La "condamnation" du tire-au-flanc est elle-même ambiguë. Quand Gouba vient devant l’assemblée des ouvriers protester contre le reniement de son fils ("Et le père, il ne compte pas ? … Je suis une individualité unique !"), seul le silence lui répond ; après un long moment d’embarras muet, il ne trouve rien de mieux que de péter, avant de s’enfuir sous les rires de l’assistance. Il est sur le point de sortir, quand Ivan (le premier) se lève et l’arrête : "Donnez la parole à un ouvrier ! (À Gouba) J’ai honte d’être né dans le même village que vous !" Gouba s’esquive rapidement, tandis que le père d’Ivan, qui était assis à côté de lui, se lève et s’adresse à la tribune : "Camarades, pardonnez cet incident" - comme si la honte était d’avoir honte. "Ça ne fait rien, Stepan Vassilievitch", répond l’orateur, qui se tourne maintenant vers le komsomol Ivan, fils de Gouba : "Ça ne fait rien, Ivan : aujourd’hui, c’est la classe ouvrière qui t’adopte". L’adresse du pardon est doublement équivoque : "Stepan" semble d’abord s’adresser à Gouba, avant qu’on comprenne que c’est aussi le nom du père d’Ivan, de même que "Ivan" est prononcé avant qu’on voie le komsomol. La sortie de Gouba s’accompagne donc d’un effet de confusion des identités qui détourne rapidement la gêne occasionnée par la confrontation directe de la figure ouvrière et de la figure du peuple.

Comme si le film ne pouvait s’achever sur cette contradiction (redoublée, puisque le père d’Ivan manifeste sa désapprobation), qui se solde en définitive par l’éviction du seul personnage du film, la mère de l’Ivan mort apparaît à l’endroit où Gouba vient de disparaître, comme appelée par la phrase "C’est la classe ouvrière qui t’adopte". Elle traverse, interminablement, la foule et monte à la tribune : "Il est mort comme dans un grand combat, mon fils unique, Ivan.

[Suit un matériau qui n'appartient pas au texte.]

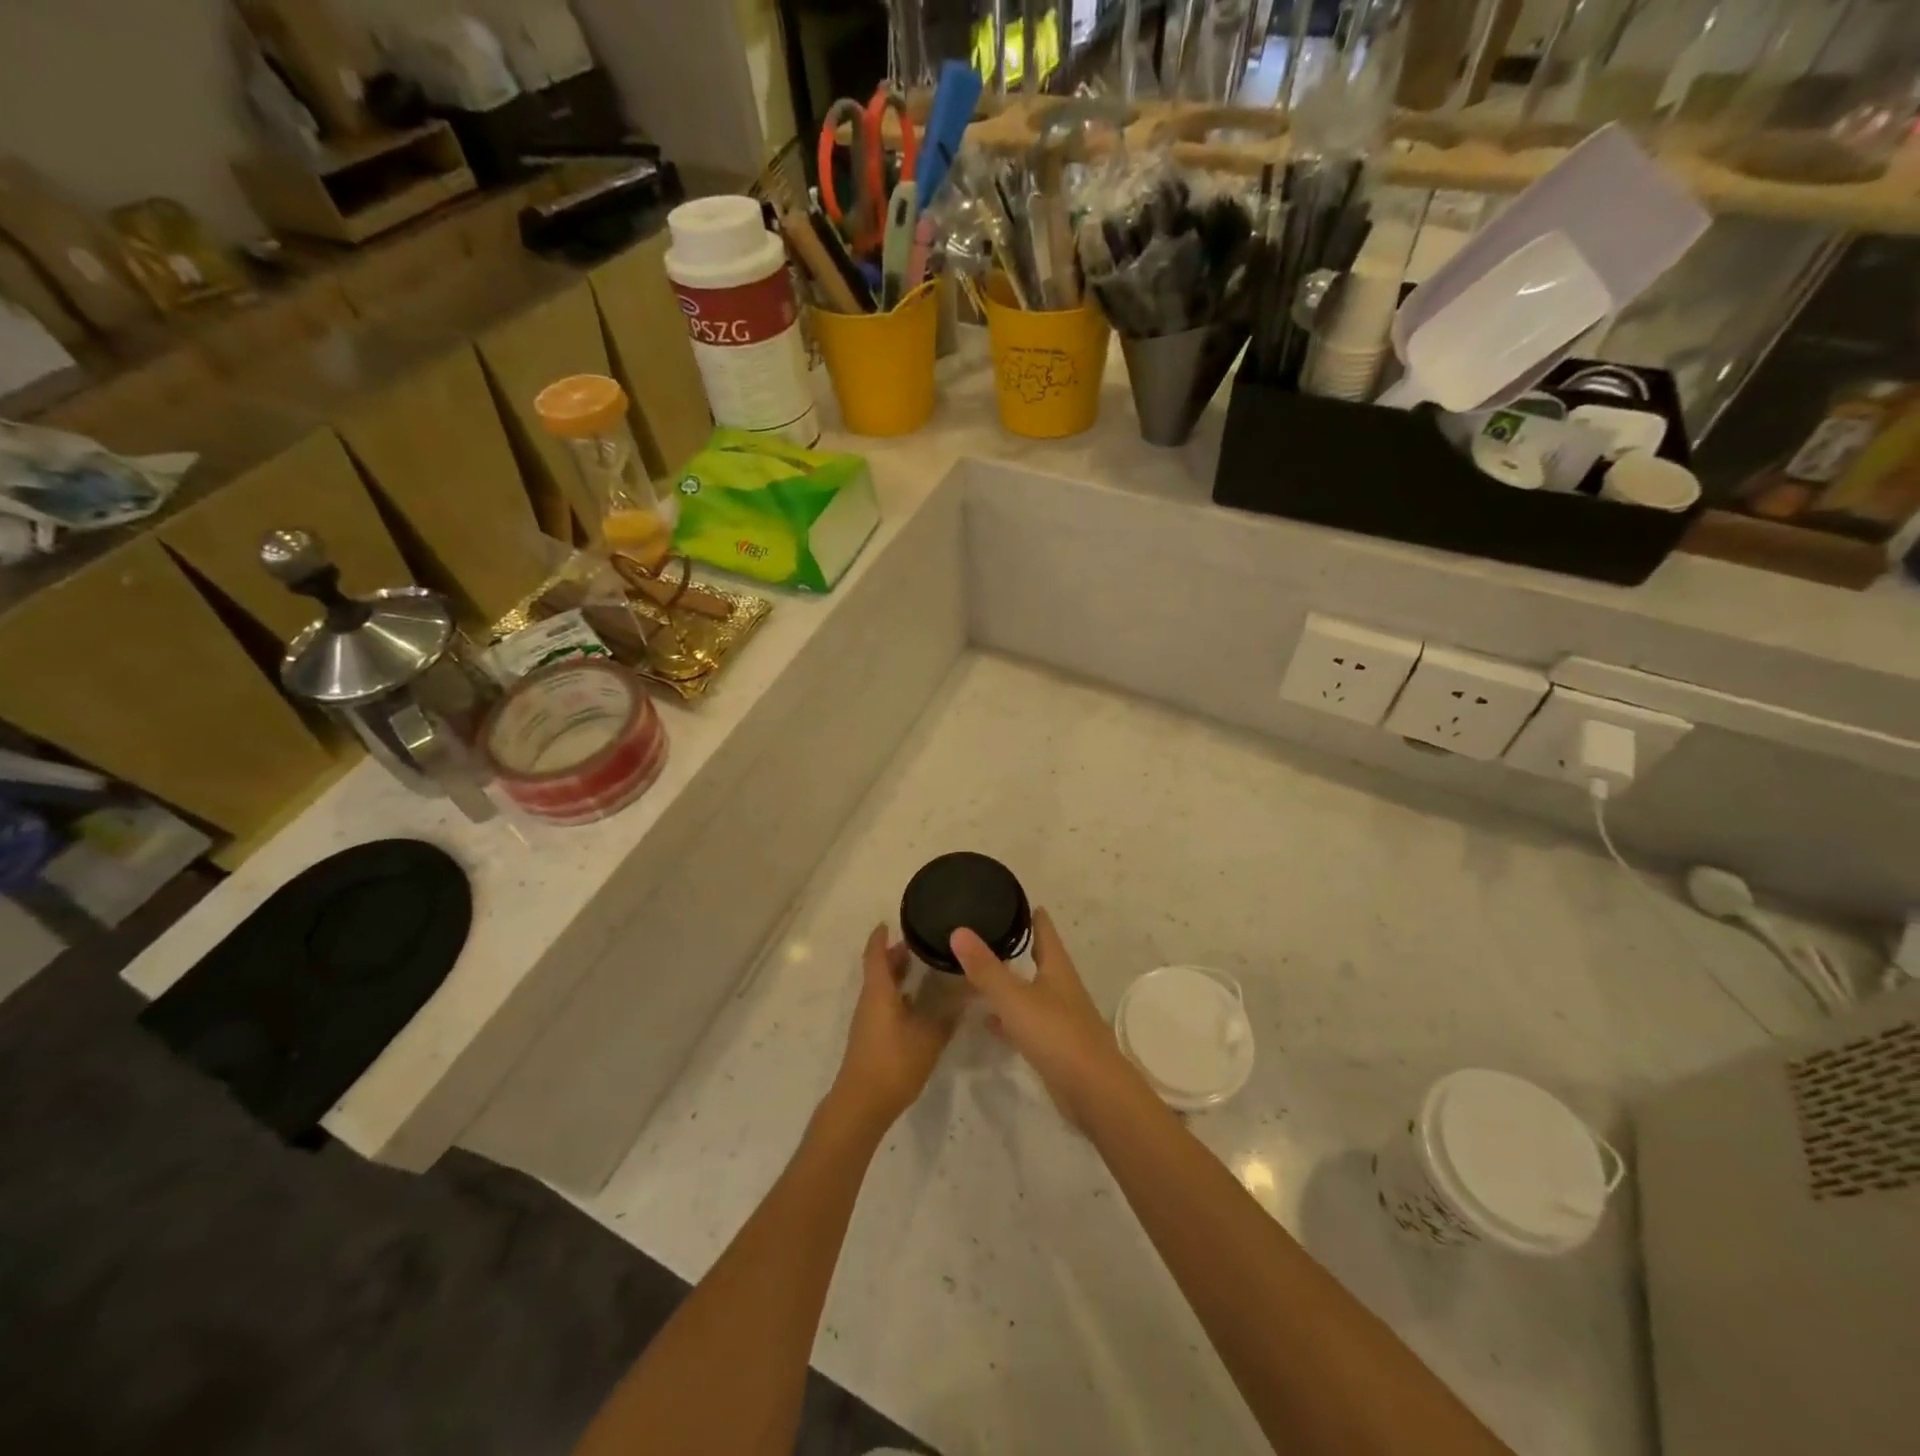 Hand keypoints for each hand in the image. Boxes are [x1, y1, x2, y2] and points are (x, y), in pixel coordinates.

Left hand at [830, 925, 958, 1129]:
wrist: (862, 1105)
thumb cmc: (893, 1063)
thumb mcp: (929, 1037)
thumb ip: (948, 1014)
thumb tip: (967, 992)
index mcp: (879, 992)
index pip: (876, 954)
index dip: (881, 937)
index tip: (889, 922)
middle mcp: (870, 1001)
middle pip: (879, 970)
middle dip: (896, 955)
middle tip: (921, 943)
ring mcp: (868, 1021)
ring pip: (882, 989)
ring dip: (898, 976)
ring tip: (925, 968)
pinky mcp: (871, 1039)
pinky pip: (885, 1005)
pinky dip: (900, 996)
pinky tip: (920, 1004)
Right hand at [949, 908, 1141, 1127]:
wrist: (1093, 1091)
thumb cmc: (1056, 1034)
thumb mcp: (1015, 998)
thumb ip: (986, 968)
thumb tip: (959, 930)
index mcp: (1057, 969)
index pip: (1046, 932)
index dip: (1035, 916)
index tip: (1021, 901)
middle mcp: (1062, 989)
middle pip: (1041, 961)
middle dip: (1023, 947)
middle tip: (995, 933)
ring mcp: (1061, 1019)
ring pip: (1032, 992)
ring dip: (1013, 983)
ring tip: (985, 973)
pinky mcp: (1055, 1047)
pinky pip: (1027, 1023)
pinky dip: (1009, 1018)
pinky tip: (989, 1021)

Je suis une mère, une ouvrière." Les "officiels" s’agitent faiblement pour la faire taire, mais en vain. La dernière touche apportée au portrait d’une figure ouvrière multiple sera d’abord tragique -la mère se souvient de son fils vivant, dit comment à sa mort le monde s’est arrêté- puis réconciliateur -"Je comprends, mais je ne sais pas bien le dire… Écoutez, camarades, ouvriers de choc"- : la salle entière se lève et l’ovationne comme un seul homme. L’unité est réalisée autour de la figure tragique de la Mère [8], venue se substituer au père comique, au peuple substantiel qu’il a fallu congédier, bien qu’à regret. Il ne restera plus, pour achever de construire la figure ouvrière, qu’à montrer Ivan sur les bancs de l’Université, le regard concentré sur l’horizon de la pensée.

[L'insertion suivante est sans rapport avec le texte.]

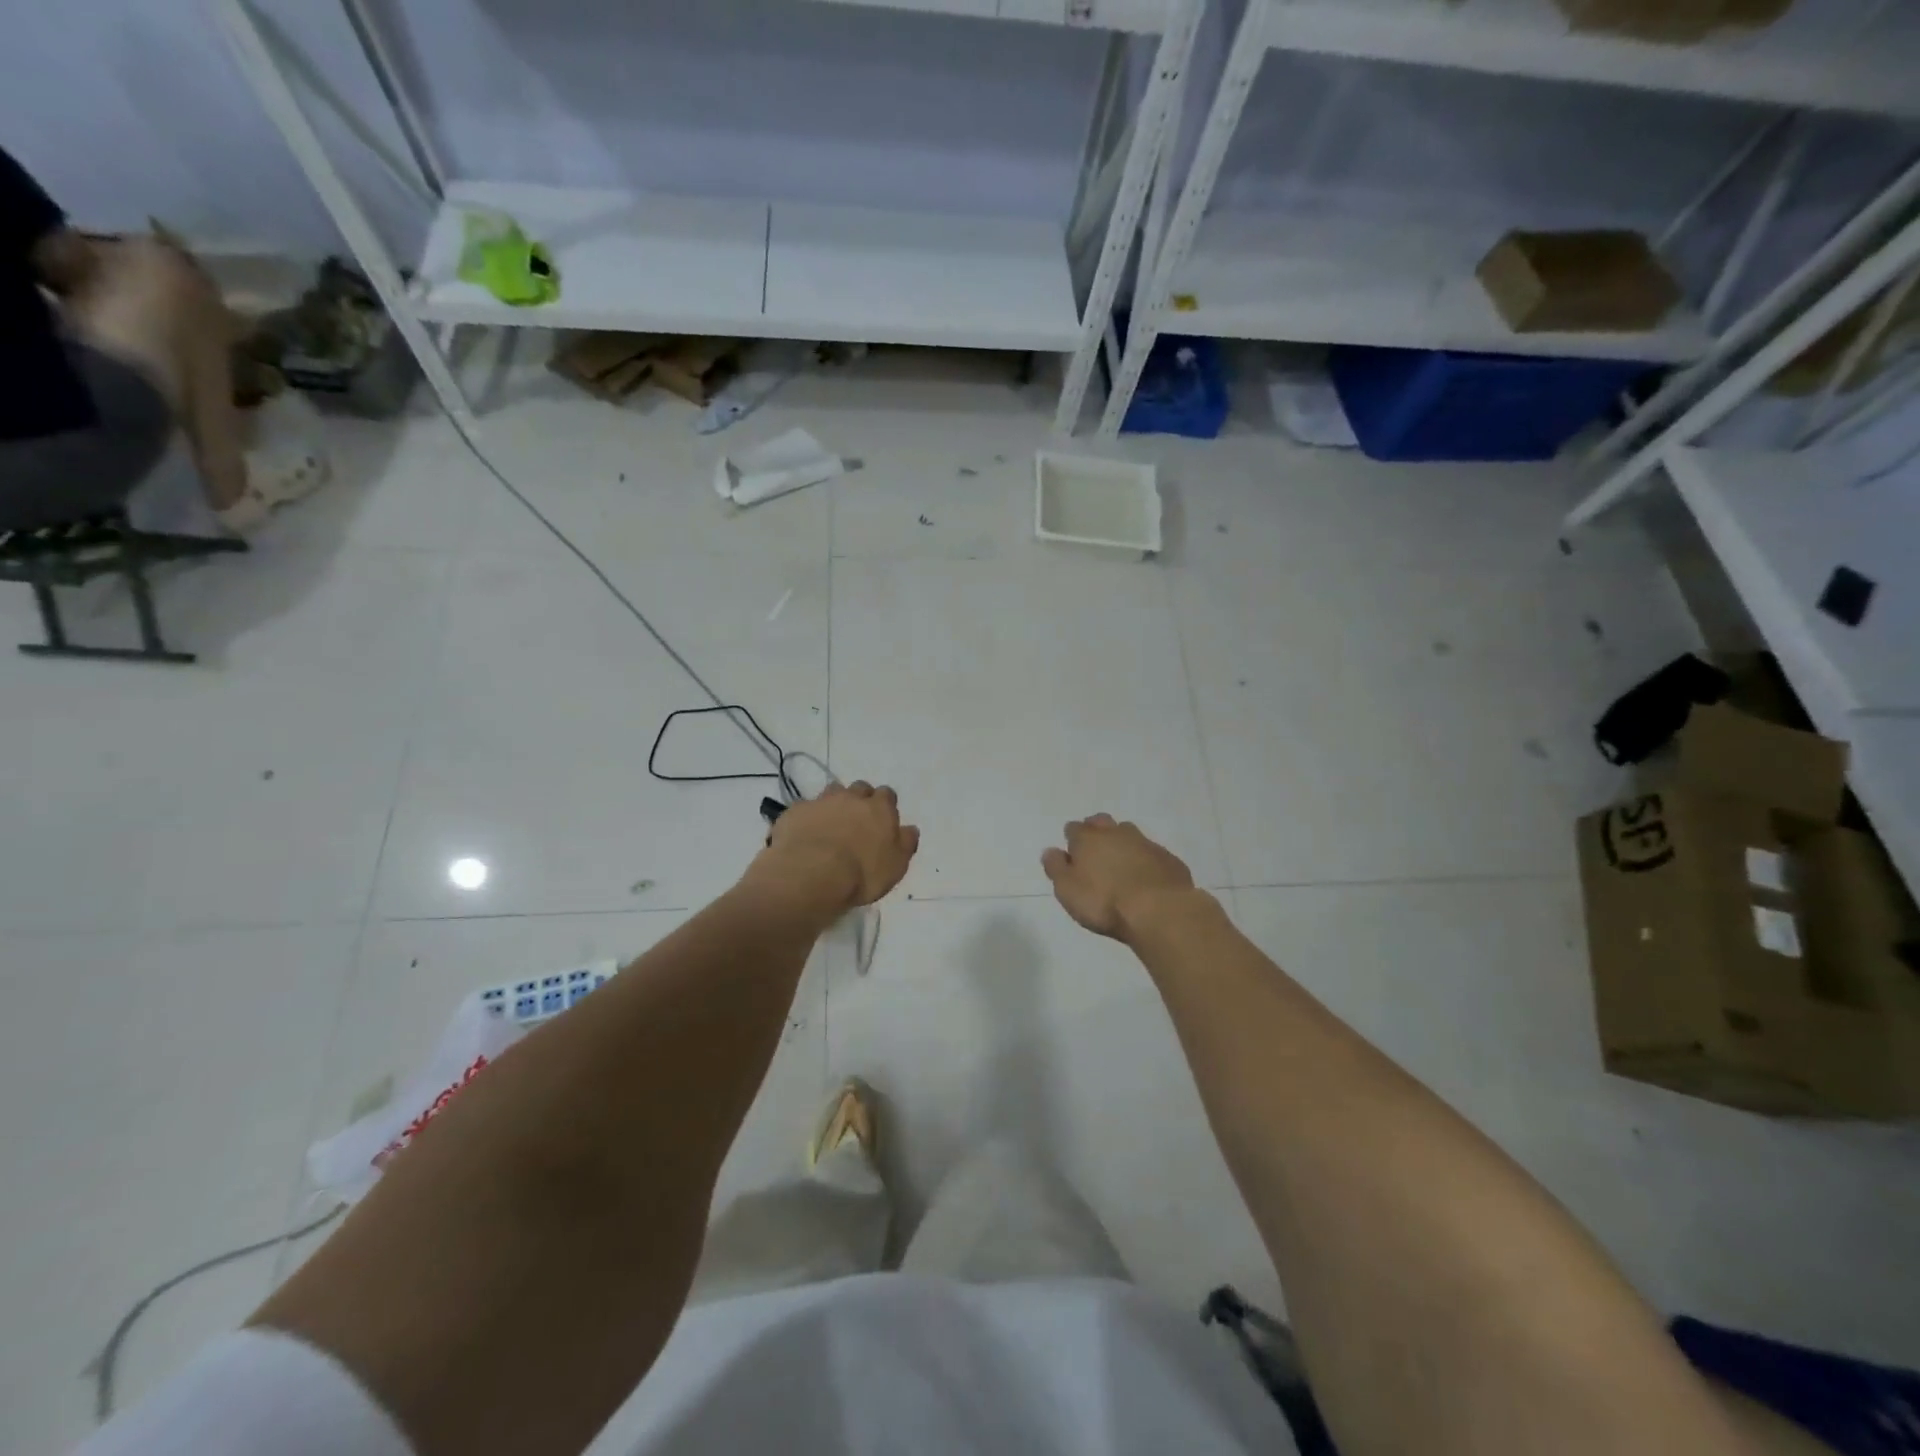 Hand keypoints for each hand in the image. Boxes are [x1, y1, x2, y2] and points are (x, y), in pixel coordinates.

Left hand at [755, 781, 919, 912]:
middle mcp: (852, 797)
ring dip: (834, 804)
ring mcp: (821, 801)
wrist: (812, 874)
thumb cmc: (862, 873)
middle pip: (859, 788)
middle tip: (856, 822)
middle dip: (860, 800)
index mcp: (880, 808)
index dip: (885, 806)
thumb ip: (905, 843)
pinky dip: (808, 818)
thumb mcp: (896, 866)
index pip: (887, 795)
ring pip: (831, 792)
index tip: (881, 821)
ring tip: (830, 826)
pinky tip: (805, 835)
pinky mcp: (795, 811)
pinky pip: (805, 809)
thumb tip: (910, 829)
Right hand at [1042, 814, 1197, 942]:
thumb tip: (1050, 851)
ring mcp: (1145, 843)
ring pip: (1129, 834)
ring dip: (1122, 843)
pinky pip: (1151, 853)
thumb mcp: (1067, 890)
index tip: (1072, 855)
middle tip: (1095, 852)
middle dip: (1096, 832)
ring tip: (1121, 864)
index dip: (1072, 841)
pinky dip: (1145, 860)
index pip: (1074, 829)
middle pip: (1102, 823)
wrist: (1159, 910)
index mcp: (1088, 839)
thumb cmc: (1104, 901)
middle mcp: (1116, 833)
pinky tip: (1145, 877)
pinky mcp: (1168, 859)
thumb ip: (1056, 868)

Ivan est donc loin d’être registrable à la propagande officielle : le film propose au contraire une distance critique à l’égard de la politique stalinienne, avec une liberté de pensée véritablement audacieuse pour l’époque, qui ouvre à une autre politique. Encore faut-il, pour entendre la voix de Dovjenko, assumer le regard émancipé que ses films exigent. [9]

Notes

[1Dovjenko, "Cinéma d’aujourd’hui", Seghers, Paris 1970.

[2Le soleil brille pour tout le monde (John Ford, 1953). Cf l’article d’Élisabeth Boyer dans L’art du cinéma n° 10.

[3Le rebelle (King Vidor, 1952).

[4B. Amengual, op.cit., p.74.

[5Luda et Jean Schnitzer, Dovjenko, Ed. Universitaires, p. 85. Ils ajoutent cependant que « le réalisateur et poète Nikolaï Chenguelaïa qui admirait Ivan répondait à ceux qui reprochaient au héros d’être "abstrait, sculptural, beau comme un marbre" : "Le personnage principal de ce film, c’est l’idée" » (p. 91).

[6Même leurs pères respectifs s’appellent tous deux Stepan.

[7Sur les personnages qu’il interprète dans La Terre et Aérograd, cf les articles d’Élisabeth Boyer dans L’art du cinéma (n° 6 et n° 9).

[8On connaît la valeur emblématique de la figure de la Mère dans la littérature et le cinéma russes (notamment le roman de Gorki et les adaptations qu’en ont faites Poudovkine et Donskoï).

[9On ne dira jamais assez ce que Godard doit à Dovjenko. Cette exigence d’émancipation du regard est notamment l’héritage qu’il en reprend.